You, Your Contractor, and the Bell Curve



Survival of the Least Fit?  How can a tool to measure High School and College classroom performance give us necessary insight into the success or your remodeling project?

First, let’s review what the Bell Curve is, so we can become clear that the Bell Curve absolutely affects the success of your remodeling project.

The Bell Curve has become a tool to measure performance expectations using an average, or mediocre as a midpoint for comparison.

So, in school, a grade of C was considered average, and a B predictably higher, and an A the highest.

Each student was compared to one another to determine their grade, or quality of their ability to learn.

So, in a class of 12 children, 6 were going to get a C, 2 were going to get a B and 2 were going to get a D, leaving 1 to get an F and one to get an A……every time. 

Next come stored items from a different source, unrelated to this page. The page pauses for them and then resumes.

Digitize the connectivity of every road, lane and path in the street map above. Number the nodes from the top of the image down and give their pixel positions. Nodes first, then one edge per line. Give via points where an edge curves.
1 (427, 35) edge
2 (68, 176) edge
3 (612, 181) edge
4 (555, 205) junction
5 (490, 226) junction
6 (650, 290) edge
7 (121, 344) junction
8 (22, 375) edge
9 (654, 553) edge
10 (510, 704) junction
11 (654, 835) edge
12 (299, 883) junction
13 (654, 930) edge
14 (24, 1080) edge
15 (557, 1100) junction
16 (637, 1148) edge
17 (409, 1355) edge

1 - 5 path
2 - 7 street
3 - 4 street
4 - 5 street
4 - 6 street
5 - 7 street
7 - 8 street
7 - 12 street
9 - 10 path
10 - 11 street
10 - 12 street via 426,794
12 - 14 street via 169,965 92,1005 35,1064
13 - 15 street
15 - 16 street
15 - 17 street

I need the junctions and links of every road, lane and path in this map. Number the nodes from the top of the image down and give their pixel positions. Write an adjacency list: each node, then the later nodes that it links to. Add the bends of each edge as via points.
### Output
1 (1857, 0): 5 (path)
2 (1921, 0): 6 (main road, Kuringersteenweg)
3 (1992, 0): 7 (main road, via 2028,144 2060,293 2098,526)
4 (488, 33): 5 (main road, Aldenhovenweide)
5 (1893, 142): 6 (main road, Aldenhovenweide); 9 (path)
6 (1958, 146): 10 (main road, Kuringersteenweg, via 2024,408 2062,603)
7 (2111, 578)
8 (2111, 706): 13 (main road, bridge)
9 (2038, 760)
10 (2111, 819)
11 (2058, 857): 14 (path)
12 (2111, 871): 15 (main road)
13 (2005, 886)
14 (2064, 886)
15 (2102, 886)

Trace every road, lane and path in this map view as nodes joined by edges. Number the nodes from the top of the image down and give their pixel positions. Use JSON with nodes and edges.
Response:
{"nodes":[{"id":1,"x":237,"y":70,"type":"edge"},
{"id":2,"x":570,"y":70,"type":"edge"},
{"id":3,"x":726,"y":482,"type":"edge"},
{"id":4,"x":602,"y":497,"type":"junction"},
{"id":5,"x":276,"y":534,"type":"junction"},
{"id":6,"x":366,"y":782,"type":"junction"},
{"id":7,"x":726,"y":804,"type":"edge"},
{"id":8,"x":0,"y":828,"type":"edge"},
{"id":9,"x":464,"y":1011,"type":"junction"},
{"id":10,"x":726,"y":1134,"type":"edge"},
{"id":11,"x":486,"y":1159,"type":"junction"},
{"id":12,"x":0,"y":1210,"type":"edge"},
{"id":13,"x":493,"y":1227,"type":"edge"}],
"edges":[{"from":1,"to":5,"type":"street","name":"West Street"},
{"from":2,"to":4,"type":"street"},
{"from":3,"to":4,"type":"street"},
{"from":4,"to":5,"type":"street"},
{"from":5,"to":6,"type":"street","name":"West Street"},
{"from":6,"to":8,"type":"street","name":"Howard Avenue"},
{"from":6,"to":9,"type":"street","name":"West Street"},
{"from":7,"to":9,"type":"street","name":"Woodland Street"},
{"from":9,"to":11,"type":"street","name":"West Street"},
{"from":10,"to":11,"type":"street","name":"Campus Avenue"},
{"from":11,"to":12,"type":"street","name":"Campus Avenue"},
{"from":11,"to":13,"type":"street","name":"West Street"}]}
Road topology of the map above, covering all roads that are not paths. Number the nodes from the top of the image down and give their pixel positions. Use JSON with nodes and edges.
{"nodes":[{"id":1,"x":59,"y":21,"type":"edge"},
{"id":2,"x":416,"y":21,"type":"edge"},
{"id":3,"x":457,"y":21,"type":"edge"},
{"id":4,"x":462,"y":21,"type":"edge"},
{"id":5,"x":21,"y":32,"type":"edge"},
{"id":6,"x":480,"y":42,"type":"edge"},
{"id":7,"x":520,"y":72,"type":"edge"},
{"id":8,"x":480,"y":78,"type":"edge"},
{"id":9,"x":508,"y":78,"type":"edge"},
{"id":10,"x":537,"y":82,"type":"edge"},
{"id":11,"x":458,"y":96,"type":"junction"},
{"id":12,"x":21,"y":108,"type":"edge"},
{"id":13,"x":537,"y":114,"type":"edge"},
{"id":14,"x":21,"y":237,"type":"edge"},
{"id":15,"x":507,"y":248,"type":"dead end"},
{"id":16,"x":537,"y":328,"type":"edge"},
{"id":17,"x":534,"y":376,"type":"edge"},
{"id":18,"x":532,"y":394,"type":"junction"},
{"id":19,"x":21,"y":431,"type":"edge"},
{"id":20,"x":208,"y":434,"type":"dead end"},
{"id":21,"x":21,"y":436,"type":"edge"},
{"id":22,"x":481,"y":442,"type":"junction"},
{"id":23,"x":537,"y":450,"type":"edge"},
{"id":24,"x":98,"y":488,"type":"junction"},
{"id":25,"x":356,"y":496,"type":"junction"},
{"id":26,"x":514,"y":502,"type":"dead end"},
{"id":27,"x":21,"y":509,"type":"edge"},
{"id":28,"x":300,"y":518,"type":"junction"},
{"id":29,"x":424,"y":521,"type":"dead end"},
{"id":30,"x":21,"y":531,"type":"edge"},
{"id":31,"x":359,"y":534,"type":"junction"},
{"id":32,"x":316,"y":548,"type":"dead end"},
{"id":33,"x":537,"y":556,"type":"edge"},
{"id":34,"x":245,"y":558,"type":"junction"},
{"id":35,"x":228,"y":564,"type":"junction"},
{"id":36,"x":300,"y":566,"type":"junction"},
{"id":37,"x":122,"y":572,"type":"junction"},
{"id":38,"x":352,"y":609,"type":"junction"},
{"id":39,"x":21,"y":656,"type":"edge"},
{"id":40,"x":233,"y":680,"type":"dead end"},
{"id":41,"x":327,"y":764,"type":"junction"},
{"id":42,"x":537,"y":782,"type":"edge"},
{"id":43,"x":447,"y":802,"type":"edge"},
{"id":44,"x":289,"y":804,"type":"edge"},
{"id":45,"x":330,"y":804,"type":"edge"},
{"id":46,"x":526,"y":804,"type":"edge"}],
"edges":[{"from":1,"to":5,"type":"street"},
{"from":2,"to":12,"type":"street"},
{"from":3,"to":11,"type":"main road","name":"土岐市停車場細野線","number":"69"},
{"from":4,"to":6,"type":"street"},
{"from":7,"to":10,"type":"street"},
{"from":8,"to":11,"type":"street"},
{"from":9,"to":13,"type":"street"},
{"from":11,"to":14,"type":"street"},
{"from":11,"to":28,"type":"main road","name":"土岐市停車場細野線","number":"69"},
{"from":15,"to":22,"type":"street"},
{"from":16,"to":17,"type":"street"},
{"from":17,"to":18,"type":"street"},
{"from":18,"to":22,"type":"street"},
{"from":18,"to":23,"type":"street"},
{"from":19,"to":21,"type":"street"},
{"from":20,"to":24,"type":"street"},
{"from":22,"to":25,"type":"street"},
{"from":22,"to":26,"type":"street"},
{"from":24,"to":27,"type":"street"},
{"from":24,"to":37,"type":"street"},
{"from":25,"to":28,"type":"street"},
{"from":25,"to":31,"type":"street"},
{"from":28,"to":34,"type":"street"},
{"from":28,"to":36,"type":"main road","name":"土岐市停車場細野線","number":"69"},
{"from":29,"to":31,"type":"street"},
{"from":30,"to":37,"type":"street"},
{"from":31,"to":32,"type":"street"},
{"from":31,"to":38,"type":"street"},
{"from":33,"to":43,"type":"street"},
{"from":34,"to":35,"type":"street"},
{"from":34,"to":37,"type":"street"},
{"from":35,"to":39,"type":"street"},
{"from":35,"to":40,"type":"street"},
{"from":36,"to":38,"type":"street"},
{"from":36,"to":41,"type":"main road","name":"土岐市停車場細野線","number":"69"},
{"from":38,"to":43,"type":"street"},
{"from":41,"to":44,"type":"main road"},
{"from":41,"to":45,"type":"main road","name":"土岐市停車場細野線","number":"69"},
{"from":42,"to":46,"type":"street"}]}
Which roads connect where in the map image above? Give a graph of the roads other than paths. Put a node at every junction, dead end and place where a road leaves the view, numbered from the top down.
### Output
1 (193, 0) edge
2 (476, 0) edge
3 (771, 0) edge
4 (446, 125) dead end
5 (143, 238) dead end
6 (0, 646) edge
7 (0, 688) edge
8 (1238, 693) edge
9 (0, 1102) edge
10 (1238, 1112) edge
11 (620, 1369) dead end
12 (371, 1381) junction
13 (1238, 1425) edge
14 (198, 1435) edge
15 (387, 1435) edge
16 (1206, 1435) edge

Carl Frederick Gauss used large samplings of numbers to create this theory, and it does a great job in establishing some sense of order to remodeling, which mixes a structure built by one builder, to be altered by another builder often after many years of service, and making the judgment about how well it is getting accomplished is a person who may not have any building experience… all.

Here is how it works, for you.

What do you expect in the performance of the Remodel?

If I asked you to put an expectation on how you would like this remodel to look when it was finished, would you plot that expectation in the middle of the Bell Curve?  At the left most edge, where the kid who gets the F is plotted?

Or would you put your expectation more on the right side of the curve, where the A’s are plotted?  Most of us would say that our expectation is really high.

So, now let’s use the same curve to plot where you would put your expectation to pay would be located.

Of course, you know it is good business to get 3 bids, and certainly you should take the low bid.

Or should you?

How would your contractor score if you charted his building ability, his communication ability, and his ability as a business owner?

Where do you think you would want the ability of your contractor to be plotted on the Bell Curve?

If you could measure all contractors on various skills from carpentry, plumbing, electrical, flooring, and design, how would that chart look?  Probably most contractors that you find would be charted in the middle.

Survival of the Least Fit might be the best way to describe the “Average” contractor.  If he was the “best,” wouldn’t he also be the highest price?  Wouldn’t he have the biggest business?  And if he did, why would he be working in your house, where you want the best, but want to pay the least?

Using the Bell Curve to plot your expectations of performance, price, and other expectations will assist you in determining where you may become frustrated, before you even get started.